◆ WHAT YOU WILL DO ◆
Search the data for the word "view" and copy out every line that has it.

◆ DATA SHOWN ◆
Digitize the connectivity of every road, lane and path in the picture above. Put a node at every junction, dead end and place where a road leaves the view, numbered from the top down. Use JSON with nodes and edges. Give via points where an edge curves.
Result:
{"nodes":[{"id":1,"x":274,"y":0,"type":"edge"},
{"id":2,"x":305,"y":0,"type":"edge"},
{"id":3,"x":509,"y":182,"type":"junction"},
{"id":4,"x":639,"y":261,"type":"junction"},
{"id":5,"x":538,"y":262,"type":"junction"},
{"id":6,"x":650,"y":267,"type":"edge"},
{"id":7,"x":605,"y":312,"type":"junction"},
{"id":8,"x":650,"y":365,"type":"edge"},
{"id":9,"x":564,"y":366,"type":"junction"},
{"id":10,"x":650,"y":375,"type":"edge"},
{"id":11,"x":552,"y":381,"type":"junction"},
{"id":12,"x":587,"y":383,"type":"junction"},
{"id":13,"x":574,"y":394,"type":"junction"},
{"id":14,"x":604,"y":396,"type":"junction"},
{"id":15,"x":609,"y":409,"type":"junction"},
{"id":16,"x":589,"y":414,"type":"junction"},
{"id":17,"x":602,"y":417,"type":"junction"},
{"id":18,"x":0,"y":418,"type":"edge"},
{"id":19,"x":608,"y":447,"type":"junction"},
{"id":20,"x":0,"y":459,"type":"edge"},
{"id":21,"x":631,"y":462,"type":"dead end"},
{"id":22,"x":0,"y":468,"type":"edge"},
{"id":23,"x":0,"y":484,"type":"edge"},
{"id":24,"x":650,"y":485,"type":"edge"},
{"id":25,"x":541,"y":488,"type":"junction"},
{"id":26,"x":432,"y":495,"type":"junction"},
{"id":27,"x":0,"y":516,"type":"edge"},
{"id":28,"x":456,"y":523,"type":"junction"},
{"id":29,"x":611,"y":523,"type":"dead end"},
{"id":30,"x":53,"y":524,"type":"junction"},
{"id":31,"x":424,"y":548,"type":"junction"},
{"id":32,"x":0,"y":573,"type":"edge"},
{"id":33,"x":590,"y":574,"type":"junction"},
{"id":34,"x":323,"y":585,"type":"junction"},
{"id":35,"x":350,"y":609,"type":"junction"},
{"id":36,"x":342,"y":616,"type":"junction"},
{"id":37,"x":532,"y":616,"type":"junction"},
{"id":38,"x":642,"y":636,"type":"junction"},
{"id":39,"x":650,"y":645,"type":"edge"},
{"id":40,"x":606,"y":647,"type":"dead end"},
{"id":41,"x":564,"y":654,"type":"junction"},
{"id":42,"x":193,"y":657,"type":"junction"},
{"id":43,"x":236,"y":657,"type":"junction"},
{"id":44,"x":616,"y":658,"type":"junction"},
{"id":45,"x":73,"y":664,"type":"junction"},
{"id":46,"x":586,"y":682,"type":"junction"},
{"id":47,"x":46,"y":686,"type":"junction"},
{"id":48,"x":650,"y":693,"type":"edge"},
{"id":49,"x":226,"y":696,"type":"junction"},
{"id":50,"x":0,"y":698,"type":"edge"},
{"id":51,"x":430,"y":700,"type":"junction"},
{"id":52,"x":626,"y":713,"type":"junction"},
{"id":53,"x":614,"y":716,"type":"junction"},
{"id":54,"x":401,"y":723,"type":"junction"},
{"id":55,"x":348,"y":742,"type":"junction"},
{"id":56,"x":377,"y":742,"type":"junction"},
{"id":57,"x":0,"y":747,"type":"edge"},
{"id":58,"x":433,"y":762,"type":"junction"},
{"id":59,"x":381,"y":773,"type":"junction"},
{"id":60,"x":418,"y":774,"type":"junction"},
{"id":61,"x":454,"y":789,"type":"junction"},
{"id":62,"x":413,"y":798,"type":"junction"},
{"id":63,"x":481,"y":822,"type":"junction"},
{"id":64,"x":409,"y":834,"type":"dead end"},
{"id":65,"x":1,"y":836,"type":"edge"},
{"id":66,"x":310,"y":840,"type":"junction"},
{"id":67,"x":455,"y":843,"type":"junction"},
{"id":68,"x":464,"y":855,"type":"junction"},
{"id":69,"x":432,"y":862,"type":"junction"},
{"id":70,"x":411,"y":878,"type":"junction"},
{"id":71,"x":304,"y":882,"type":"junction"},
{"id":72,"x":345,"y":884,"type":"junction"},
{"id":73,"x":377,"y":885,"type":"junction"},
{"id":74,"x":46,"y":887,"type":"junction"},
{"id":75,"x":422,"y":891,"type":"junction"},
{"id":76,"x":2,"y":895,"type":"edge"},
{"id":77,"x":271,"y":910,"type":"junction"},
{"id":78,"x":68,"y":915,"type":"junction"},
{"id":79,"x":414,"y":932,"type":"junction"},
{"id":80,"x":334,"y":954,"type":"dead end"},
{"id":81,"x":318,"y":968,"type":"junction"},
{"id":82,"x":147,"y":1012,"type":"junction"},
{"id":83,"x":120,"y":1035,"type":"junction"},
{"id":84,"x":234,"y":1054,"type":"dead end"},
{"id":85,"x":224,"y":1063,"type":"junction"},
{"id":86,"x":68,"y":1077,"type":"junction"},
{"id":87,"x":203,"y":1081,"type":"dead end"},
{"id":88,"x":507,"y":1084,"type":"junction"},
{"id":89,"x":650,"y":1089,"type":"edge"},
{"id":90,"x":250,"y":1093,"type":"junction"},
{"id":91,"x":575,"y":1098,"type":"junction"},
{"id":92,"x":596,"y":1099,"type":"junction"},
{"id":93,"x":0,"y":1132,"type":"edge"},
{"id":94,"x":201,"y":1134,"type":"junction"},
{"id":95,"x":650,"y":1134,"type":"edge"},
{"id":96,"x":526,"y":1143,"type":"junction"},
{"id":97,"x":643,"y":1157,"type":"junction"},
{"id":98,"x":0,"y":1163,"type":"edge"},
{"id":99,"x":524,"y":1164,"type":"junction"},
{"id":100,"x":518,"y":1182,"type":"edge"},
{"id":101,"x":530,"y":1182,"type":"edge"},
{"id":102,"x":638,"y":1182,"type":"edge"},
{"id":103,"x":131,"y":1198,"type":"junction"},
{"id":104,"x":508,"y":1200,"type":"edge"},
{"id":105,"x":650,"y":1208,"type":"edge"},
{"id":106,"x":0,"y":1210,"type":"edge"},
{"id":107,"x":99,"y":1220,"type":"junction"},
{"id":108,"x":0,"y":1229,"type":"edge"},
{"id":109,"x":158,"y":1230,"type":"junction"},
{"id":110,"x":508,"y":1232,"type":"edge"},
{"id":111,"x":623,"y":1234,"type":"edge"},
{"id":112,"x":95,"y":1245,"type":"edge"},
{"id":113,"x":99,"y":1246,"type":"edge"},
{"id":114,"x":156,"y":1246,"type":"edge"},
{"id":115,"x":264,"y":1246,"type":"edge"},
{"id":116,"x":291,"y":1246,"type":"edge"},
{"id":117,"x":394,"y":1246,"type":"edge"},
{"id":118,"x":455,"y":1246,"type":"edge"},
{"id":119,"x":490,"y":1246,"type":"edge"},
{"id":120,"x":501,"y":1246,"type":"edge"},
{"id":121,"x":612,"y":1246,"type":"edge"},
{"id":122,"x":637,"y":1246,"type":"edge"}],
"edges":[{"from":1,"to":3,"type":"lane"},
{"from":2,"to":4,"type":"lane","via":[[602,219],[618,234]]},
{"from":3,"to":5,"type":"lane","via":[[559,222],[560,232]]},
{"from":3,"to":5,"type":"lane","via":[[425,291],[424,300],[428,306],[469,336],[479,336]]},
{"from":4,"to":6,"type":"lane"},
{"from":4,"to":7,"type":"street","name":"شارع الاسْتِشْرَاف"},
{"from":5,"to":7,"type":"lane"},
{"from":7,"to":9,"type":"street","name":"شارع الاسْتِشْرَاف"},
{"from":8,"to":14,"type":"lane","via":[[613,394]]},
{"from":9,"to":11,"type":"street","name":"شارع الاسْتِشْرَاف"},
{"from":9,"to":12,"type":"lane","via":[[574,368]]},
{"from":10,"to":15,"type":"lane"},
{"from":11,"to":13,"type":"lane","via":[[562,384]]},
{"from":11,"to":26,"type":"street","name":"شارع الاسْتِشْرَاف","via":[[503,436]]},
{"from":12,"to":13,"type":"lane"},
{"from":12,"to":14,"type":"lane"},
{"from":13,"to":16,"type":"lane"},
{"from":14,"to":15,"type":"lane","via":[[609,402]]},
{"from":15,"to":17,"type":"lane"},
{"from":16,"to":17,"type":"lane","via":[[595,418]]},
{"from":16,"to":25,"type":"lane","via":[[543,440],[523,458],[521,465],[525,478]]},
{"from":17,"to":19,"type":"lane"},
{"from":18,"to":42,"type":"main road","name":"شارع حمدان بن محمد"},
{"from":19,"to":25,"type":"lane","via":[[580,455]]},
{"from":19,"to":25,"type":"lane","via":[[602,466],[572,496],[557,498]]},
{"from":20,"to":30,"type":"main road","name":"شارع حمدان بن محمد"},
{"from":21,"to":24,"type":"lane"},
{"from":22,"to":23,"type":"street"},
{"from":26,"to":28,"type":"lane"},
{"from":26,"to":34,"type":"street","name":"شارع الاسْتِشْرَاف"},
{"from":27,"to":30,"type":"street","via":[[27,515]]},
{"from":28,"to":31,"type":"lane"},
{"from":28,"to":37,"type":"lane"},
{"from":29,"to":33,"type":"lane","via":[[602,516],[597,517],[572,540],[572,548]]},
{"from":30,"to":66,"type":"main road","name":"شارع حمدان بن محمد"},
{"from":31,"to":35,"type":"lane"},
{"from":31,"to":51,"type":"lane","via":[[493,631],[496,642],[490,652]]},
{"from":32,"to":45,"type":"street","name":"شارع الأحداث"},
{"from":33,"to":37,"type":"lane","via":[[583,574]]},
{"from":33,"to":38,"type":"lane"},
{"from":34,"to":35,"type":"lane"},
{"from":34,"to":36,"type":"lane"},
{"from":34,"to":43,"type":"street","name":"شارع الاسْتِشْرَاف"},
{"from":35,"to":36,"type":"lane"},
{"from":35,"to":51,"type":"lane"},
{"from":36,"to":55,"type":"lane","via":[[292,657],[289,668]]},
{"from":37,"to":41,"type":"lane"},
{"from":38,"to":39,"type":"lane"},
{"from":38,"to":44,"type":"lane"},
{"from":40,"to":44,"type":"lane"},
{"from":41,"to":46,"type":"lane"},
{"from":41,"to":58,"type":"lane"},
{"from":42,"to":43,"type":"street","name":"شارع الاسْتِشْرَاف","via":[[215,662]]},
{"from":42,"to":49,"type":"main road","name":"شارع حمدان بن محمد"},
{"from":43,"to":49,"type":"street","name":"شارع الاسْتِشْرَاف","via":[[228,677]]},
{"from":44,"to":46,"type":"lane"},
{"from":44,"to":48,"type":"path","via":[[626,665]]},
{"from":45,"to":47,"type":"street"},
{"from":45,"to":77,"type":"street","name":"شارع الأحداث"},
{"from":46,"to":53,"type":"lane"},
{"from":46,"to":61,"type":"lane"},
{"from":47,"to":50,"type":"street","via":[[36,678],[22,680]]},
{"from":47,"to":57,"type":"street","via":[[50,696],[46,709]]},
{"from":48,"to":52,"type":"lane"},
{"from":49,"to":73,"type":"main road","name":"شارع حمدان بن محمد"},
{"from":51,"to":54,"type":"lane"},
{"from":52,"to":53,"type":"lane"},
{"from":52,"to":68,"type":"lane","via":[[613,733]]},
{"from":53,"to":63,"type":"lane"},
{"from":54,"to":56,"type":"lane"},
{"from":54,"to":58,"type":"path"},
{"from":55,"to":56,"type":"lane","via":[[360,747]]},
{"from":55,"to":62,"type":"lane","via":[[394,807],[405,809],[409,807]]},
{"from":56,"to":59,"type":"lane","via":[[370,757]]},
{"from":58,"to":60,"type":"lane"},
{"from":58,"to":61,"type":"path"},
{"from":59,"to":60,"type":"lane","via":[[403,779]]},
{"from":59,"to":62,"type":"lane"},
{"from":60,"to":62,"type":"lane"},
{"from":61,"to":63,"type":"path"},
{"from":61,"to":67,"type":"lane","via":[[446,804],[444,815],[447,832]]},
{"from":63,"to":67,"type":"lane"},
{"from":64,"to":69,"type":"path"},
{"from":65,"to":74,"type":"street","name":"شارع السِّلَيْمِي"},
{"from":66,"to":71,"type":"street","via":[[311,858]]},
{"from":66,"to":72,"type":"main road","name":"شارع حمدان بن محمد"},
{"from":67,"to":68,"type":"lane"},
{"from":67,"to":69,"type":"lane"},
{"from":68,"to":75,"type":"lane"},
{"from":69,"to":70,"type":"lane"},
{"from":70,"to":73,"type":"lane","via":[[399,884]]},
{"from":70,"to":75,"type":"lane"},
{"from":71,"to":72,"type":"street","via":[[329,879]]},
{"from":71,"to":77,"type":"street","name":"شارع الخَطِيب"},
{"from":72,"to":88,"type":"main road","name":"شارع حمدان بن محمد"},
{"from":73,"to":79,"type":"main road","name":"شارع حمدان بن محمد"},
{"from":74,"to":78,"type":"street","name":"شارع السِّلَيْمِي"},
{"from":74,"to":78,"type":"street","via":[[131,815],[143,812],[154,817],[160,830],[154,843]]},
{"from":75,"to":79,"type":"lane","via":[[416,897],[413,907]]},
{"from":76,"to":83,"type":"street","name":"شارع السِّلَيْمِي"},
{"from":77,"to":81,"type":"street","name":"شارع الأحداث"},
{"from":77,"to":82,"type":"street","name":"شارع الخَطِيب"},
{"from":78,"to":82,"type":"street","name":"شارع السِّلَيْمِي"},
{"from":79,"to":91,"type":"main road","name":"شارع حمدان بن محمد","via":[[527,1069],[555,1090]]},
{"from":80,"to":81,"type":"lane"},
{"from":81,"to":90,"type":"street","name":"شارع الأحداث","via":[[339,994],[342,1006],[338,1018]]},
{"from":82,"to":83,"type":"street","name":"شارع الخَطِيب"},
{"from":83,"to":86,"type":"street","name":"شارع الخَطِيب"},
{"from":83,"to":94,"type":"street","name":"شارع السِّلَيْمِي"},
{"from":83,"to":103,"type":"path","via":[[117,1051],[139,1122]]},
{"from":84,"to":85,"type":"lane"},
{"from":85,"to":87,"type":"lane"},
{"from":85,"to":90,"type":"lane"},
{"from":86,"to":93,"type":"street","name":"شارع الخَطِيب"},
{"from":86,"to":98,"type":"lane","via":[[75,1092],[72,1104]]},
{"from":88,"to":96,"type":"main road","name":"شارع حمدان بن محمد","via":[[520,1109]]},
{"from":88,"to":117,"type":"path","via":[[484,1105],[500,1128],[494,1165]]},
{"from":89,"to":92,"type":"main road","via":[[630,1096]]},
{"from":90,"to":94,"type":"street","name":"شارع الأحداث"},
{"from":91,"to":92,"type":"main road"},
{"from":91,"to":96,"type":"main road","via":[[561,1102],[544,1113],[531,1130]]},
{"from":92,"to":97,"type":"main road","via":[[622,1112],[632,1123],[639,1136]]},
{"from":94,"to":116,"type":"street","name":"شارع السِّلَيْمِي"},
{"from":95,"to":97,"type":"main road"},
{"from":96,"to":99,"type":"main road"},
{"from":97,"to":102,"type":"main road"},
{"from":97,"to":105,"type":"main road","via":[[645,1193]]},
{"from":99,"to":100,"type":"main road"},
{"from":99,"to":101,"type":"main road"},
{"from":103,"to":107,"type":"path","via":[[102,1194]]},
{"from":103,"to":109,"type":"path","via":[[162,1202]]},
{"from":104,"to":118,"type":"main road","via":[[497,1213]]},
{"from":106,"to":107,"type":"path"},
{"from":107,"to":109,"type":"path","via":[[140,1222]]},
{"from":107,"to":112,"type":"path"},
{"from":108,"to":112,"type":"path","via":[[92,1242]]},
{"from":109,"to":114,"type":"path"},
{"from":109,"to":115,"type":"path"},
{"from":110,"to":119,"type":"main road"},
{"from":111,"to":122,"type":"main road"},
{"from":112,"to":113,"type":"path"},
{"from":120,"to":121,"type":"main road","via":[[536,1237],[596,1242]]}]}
...
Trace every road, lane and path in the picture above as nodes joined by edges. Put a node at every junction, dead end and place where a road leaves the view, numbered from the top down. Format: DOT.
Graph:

◆ EXPECTED ANSWER ◆
Digitize the connectivity of every road, lane and path in the picture above. Put a node at every junction, dead end and place where a road leaves the view, numbered from the top down. Use JSON with nodes and edges. Give via points where an edge curves.
Trace every road, lane and path in the picture above as nodes joined by edges. Put a node at every junction, dead end and place where a road leaves the view, numbered from the top down. Format: DOT.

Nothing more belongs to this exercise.